MSI also sent along an Armor model which is expected to come in at a lower price, somewhere around the MSRP, but we’ll believe that when we see it. That’s not a dig at MSI but rather Nvidia’s mythical suggested retail prices. On paper, the GeForce RTX 2070 claims a $500 MSRP for board partner cards such as the MSI Armor and a less attractive $600 for the Nvidia FE model. So for the AIB models we’re expecting around a 30% decrease in price when compared to RTX 2080 models for a 33% decrease in CUDA core count.
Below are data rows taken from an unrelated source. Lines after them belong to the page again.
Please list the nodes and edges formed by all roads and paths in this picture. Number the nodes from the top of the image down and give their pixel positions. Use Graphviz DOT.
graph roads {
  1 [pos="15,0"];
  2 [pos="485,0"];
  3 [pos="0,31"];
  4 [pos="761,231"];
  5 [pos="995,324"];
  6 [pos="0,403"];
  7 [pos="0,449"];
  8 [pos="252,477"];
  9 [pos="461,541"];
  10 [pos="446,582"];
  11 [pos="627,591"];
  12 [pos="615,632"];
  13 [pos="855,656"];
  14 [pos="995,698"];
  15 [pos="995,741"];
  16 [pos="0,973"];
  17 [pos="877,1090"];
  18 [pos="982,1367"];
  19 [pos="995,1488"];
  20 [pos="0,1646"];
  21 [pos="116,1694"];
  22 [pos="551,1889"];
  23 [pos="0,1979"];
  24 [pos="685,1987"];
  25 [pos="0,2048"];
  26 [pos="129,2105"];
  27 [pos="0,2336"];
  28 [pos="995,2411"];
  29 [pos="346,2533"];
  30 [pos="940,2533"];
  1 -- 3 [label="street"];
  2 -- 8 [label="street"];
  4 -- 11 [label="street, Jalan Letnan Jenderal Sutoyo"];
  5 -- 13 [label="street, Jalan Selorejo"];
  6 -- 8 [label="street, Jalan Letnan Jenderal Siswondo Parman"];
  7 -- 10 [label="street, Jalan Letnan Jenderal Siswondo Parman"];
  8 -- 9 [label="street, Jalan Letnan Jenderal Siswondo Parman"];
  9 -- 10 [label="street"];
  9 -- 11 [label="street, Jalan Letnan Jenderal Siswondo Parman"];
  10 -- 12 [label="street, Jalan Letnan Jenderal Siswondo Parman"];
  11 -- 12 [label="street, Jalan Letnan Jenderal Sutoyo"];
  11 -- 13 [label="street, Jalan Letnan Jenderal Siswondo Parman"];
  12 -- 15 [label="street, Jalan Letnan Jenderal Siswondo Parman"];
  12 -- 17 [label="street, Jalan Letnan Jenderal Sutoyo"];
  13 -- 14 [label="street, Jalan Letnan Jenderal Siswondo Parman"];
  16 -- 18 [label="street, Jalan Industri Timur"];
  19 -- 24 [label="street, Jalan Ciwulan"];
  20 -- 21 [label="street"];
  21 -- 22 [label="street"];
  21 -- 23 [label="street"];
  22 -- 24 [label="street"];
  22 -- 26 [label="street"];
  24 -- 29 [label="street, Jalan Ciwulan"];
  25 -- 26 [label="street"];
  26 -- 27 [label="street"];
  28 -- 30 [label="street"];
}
Nvidia’s own review guide shows the RTX 2070 easily beating the GTX 1070 and then the 970 before it, though that’s a little misleading as it’s priced to compete with the GTX 1080 and Vega 64, so those are the models we’ll focus our attention on when comparing performance. For all the testing we’re using the MSI RTX 2070 Armor and it will be compared to the FE versions of the 2080 Ti and 2080 along with MSI Gaming X versions of the 1080, 1070 Ti and 1070 as well as the Gaming X Trio 1080 Ti. Then we have the Asus Strix Vega 56 and 64 models along with AMD’s Vega 64 Liquid.

Our test system consists of a Core i7-8700K clocked at 5GHz and 32GB of Vengeance DDR4-3400 memory. For the AMD GPUs we’ve used Radeon Adrenalin Edition 18.10.1 drivers and for Nvidia the GeForce 411.63 drivers. The new RTX 2070 GPU is using driver version 416.33. We have results for 20 games but due to the limited time we had we’re going to discuss the results from just six of them and then break down the data for all the games at the end of the article.

Benchmarks

First up we have Far Cry 5 and let’s start with the 1080p testing, here the RTX 2070 was a wisker slower than the GTX 1080, but just 9% slower than the RTX 2080 when comparing the average frame rate. That said we are mostly CPU bound at this resolution. At 1440p the GTX 1080 and RTX 2070 can be seen delivering basically the same performance. This means the 2070 is now 21% slower than the RTX 2080. Then at 4K we see the 2070 and 1080 delivering identical frame rates making them 23% slower than the 2080.

When testing with Assassin’s Creed: Odyssey we do see the RTX 2070 providing a reasonable performance advantage over the 1080 at 1080p, it was 8% faster on average. Not exactly mind blowing stuff given the price but we’ll discuss that more towards the end. The margin is extended out to 13% at 1440p and now the 2070 is found in the middle of the 1080 and 1080 Ti, making it just 14% slower than the RTX 2080. Again at 4K the 2070 finds itself between the 1080 and 1080 Ti which means it was just 13% slower than the 2080, so an impressive result.

Moving on to Forza Horizon 4 and here the 2070 is only just able to keep pace with the 1080 and overall performance seems quite lackluster despite pushing rather high frame rates at 1080p. Much the same is seen at 1440p, the 2070 comes in a few frames behind the GTX 1080 for a pretty disappointing result. The RTX 2070 isn’t able to do any better at 4K either as it’s only able to match the 1080 here and that meant it was 25% slower than the GTX 1080 Ti and RTX 2080.